EXERCISE PROMPT →
One figure is the expected answer: how many lines in the listing contain "Ciledug".

*** Opening of INFORMATION GIVEN ***

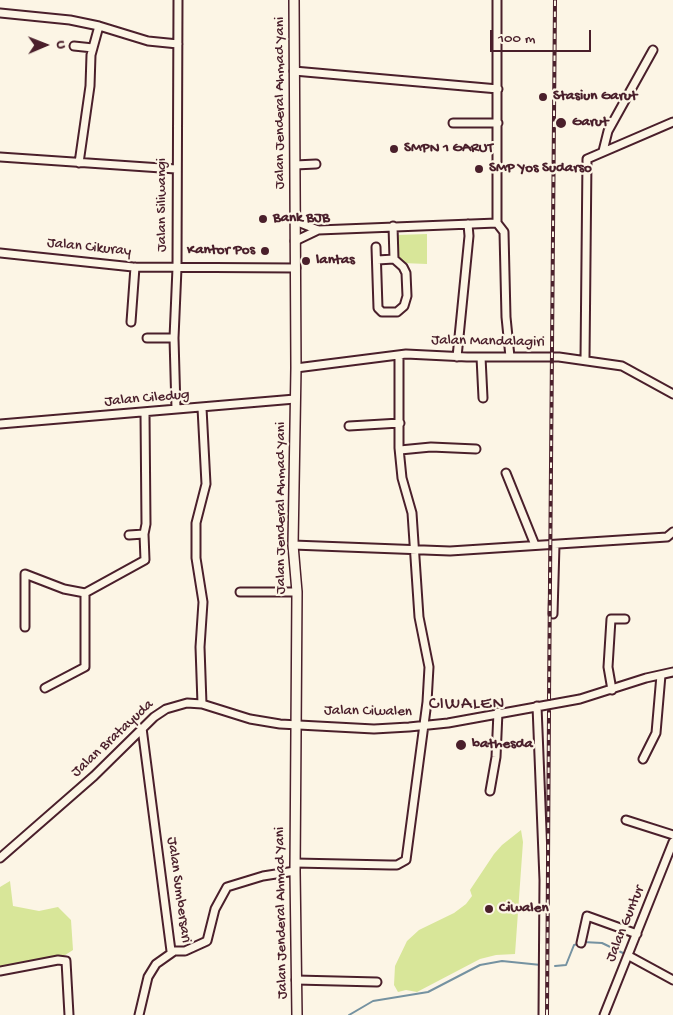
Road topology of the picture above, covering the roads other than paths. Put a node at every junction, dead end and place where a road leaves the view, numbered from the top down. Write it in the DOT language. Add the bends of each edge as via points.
graph roads {
  1 [pos="178,0"];
  2 [pos="294,0"];
  3 [pos="497,0"];
  4 [pos="0,13"];
  5 [pos="99,26"];
  6 [pos="178,44"];
  7 [pos="74,46"];
  8 [pos="92,48"];
  9 [pos="653,50"];
  10 [pos="294,71"];
  11 [pos="498,89"];
  12 [pos="673,122"];
  13 [pos="453,123"];
  14 [pos="498,123"];
  15 [pos="603,151"];
  16 [pos="0,157"];
  17 [pos="79,163"];
  18 [pos="316,164"];
  19 [pos="295,165"];
  20 [pos="176,169"];
  21 [pos="295,222"];
  22 [pos="497,222"];
  23 [pos="468,224"];
  24 [pos="393,226"];
  25 [pos="318,230"];
  26 [pos="295,241"];
  27 [pos="376,248"];
  28 [pos="0,253"];
  29 [pos="394,259"];
  30 [pos="376,260"];
  31 [pos="135,267"];
  32 [pos="177,268"];
  33 [pos="296,268"];
  34 [pos="131,322"];
  35 [pos="147,338"];
  36 [pos="174,338"];
  37 [pos="399,355"];
  38 [pos="457,357"];
  39 [pos="481,357"];
  40 [pos="510,357"];
  41 [pos="585,359"];
  42 [pos="296,368"];
  43 [pos="673,394"];
  44 [pos="483,398"];
  45 [pos="295,399"];
  46 [pos="202,408"];
  47 [pos="176,409"];
  48 [pos="145,413"];
  49 [pos="400,423"];
  50 [pos="0,424"];
  51 [pos="349,426"];
  52 [pos="476,449"];
  53 [pos="400,450"];
  54 [pos="506,473"];
  55 [pos="673,532"];
  56 [pos="129,534"];
  57 [pos="144,534"];
  58 [pos="558,544"];
  59 [pos="294,545"];
  60 [pos="535,545"];
  61 [pos="414,550"];
  62 [pos="240,592"];
  63 [pos="297,592"];
  64 [pos="85,593"];
  65 [pos="553,614"];
  66 [pos="625,618"];
  67 [pos="25,627"];
  68 [pos="673,672"];
  69 [pos="661,675"];
  70 [pos="45,688"];
  71 [pos="612,690"];
  72 [pos="202,704"];
  73 [pos="537,706"];
  74 [pos="498,712"];
  75 [pos="296,725"];
  76 [pos="424,726"];
  77 [pos="142,728"];
  78 [pos="643,759"];
  79 [pos="490,791"];
  80 [pos="626,820"];
  81 [pos="673,835"];
  82 [pos="673,842"];
  83 [pos="0,858"];
  84 [pos="295,867"];
  85 [pos="637,934"];
  86 [pos="581,943"];
  87 [pos="173,952"];
  88 [pos="629,956"];
  89 [pos="0,971"];
  90 [pos="296,980"];
  91 [pos="673,980"];
  92 [pos="377,982"];
  93 [pos="69,1015"];
  94 [pos="140,1015"];
  95 [pos="297,1015"];
  96 [pos="543,1015"];
  97 [pos="604,1015"];
  1 -- 6 [label="street, Jalan Siliwangi"];
  2 -- 10 [label="main road, Jalan Jenderal Ahmad Yani"];
  3 -- 11 [label="street"];
  4 -- 5 [label="street"];
  5 -- 6 [label="street" via="148,41"];
  5 -- 8 [label="street"];
  6 -- 20 [label="street, Jalan Siliwangi"];
  7 -- 8 [label="street"];
  8 -- 17 [label="street"];
  9 -- 15 [label="street" via="608,131"];
  10 -- 11 [label="street"];
  10 -- 19 [label="main road, Jalan Jenderal Ahmad Yani"];
  11 -- 14 [label="street"];
  12 -- 15 [label="street"];
  13 -- 14 [label="street"];
  14 -- 22 [label="street"];
  15 -- 41 [label="street" via="587,159"];
  16 -- 17 [label="street"];
  17 -- 20 [label="street"];
  18 -- 19 [label="street"];
  19 -- 21 [label="main road, Jalan Jenderal Ahmad Yani"];
  20 -- 32 [label="street, Jalan Siliwangi"];
  21 -- 25 [label="street"];
  21 -- 26 [label="main road, Jalan Jenderal Ahmad Yani"];
  22 -- 23 [label="street"];
  22 -- 40 [label="street" via="504,232"];
  23 -- 24 [label="street"];
  23 -- 38 [label="street"];
  24 -- 25 [label="street"];
  24 -- 29 [label="street"];
  25 -- 26 [label="street"];
  26 -- 33 [label="main road, Jalan Jenderal Ahmad Yani"];
  27 -- 30 [label="street"];
  28 -- 31 [label="street, Jalan Cikuray"];
  29 -- 30 [label="street"];
  29 -- 30 [label="street" via="404,266 407,296 402,310 388,313 378,308"];
  31 -- 32 [label="street, Jalan Cikuray"];
  31 -- 34 [label="street"];
  32 -- 33 [label="street, Jalan Cikuray"];
  32 -- 36 [label="street, Jalan Siliwangi"];
  33 -- 42 [label="main road, Jalan Jenderal Ahmad Yani"];
  35 -- 36 [label="street"];
  36 -- 47 [label="street, Jalan Siliwangi"];
  37 -- 38 [label="street, Jalan Mandalagiri"];
  37 -- 42 [label="street, Jalan Mandalagiri"];
  37 -- 49 [label="street"];
  38 -- 39 [label="street, Jalan Mandalagiri"];
  39 -- 40 [label="street, Jalan Mandalagiri"];
  39 -- 44 [label="street"];
  40 -- 41 [label="street, Jalan Mandalagiri"];
  41 -- 43 [label="street, Jalan Mandalagiri" via="622,366"];
  42 -- 45 [label="main road, Jalan Jenderal Ahmad Yani"];
  45 -- 46 [label="street, Jalan Ciledug"];
  45 -- 59 [label="main road, Jalan Jenderal Ahmad Yani"];
  46 -- 47 [label="street, Jalan Ciledug"];
  46 -- 72 [label="street" via="206,484 198,514 196,558 203,602 200,647"];
  47 -- 48 [label="street, Jalan Ciledug"];
  48 -- 50 [label="street, Jalan Ciledug"];
  48 -- 57 [label="street" via="147,498"];
  49 -- 51 [label="street"];
  49 -- 53 [label="street"];
  52 -- 53 [label="street" via="431,447"];
  53 -- 61 [label="street" via="402,478 412,513"];
  54 -- 60 [label="street"];
  55 -- 58 [label="street" via="667,537"];
  56 -- 57 [label="street"];
  57 -- 64 [label="street" via="145,560"];
  58 -- 60 [label="street"];
  58 -- 65 [label="street"];
  59 -- 61 [label="street"];
  59 -- 63 [label="main road, Jalan Jenderal Ahmad Yani"];
  60 -- 61 [label="street"];
  61 -- 76 [label="street" via="419,618 429,667"];
  62 -- 63 [label="street"];
  63 -- 75 [label="main road, Jalan Jenderal Ahmad Yani"];
  64 -- 67 [label="street" via="64,589 25,574"];
  64 -- 70 [label="street" via="85,667"];
  66 -- 71 [label="street" via="611,619 608,667"];
  68 -- 69 [label="street, Jalan Ciwalen"];
  69 -- 71 [label="street, Jalan Ciwalen"];
  69 -- 78 [label="street" via="656,734"];
  71 -- 73 [label="street, Jalan Ciwalen"];
  72 -- 75 [label="street, Jalan Bratayuda" via="250,719"];
  72 -- 77 [label="street, Jalan Bratayuda" via="187,703 166,709"];
  73 -- 74 [label="street, Jalan Ciwalen"];
  73 -- 96 [label="street" via="544,880"];
  74 -- 76 [label="street, Jalan Ciwalen"];
  74 -- 79 [label="street" via="496,758"];
  75 -- 76 [label="street, Jalan Ciwalen" via="374,729"];
  75 -- 84 [label="main road, Jalan Jenderal Ahmad Yani"];
  76 -- 84 [label="street" via="406,860 397,865"];
  77 -- 83 [label="street, Jalan Bratayuda" via="94,776"];
  77 -- 87 [label="street, Jalan Sumbersari"];
  80 -- 81 [label="street"];
  82 -- 85 [label="street, Jalan Guntur"];
  84 -- 87 [label="street, Jalan Sumbersari" via="227,888 215,909 208,941"];
  84 -- 90 [label="main road, Jalan Jenderal Ahmad Yani"];
  85 -- 86 [label="street" via="587,916"];
  85 -- 88 [label="street, Jalan Guntur"];
  87 -- 94 [label="street" via="156,964 148,977"];
  88 -- 91 [label="street"];
  88 -- 97 [label="street, Jalan Guntur"];
  89 -- 93 [label="street" via="66,961"];
  90 -- 92 [label="street"];
  90 -- 95 [label="main road, Jalan Jenderal Ahmad Yani"];
}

*** Close of INFORMATION GIVEN ***

REPLY TO THE EXERCISE →
4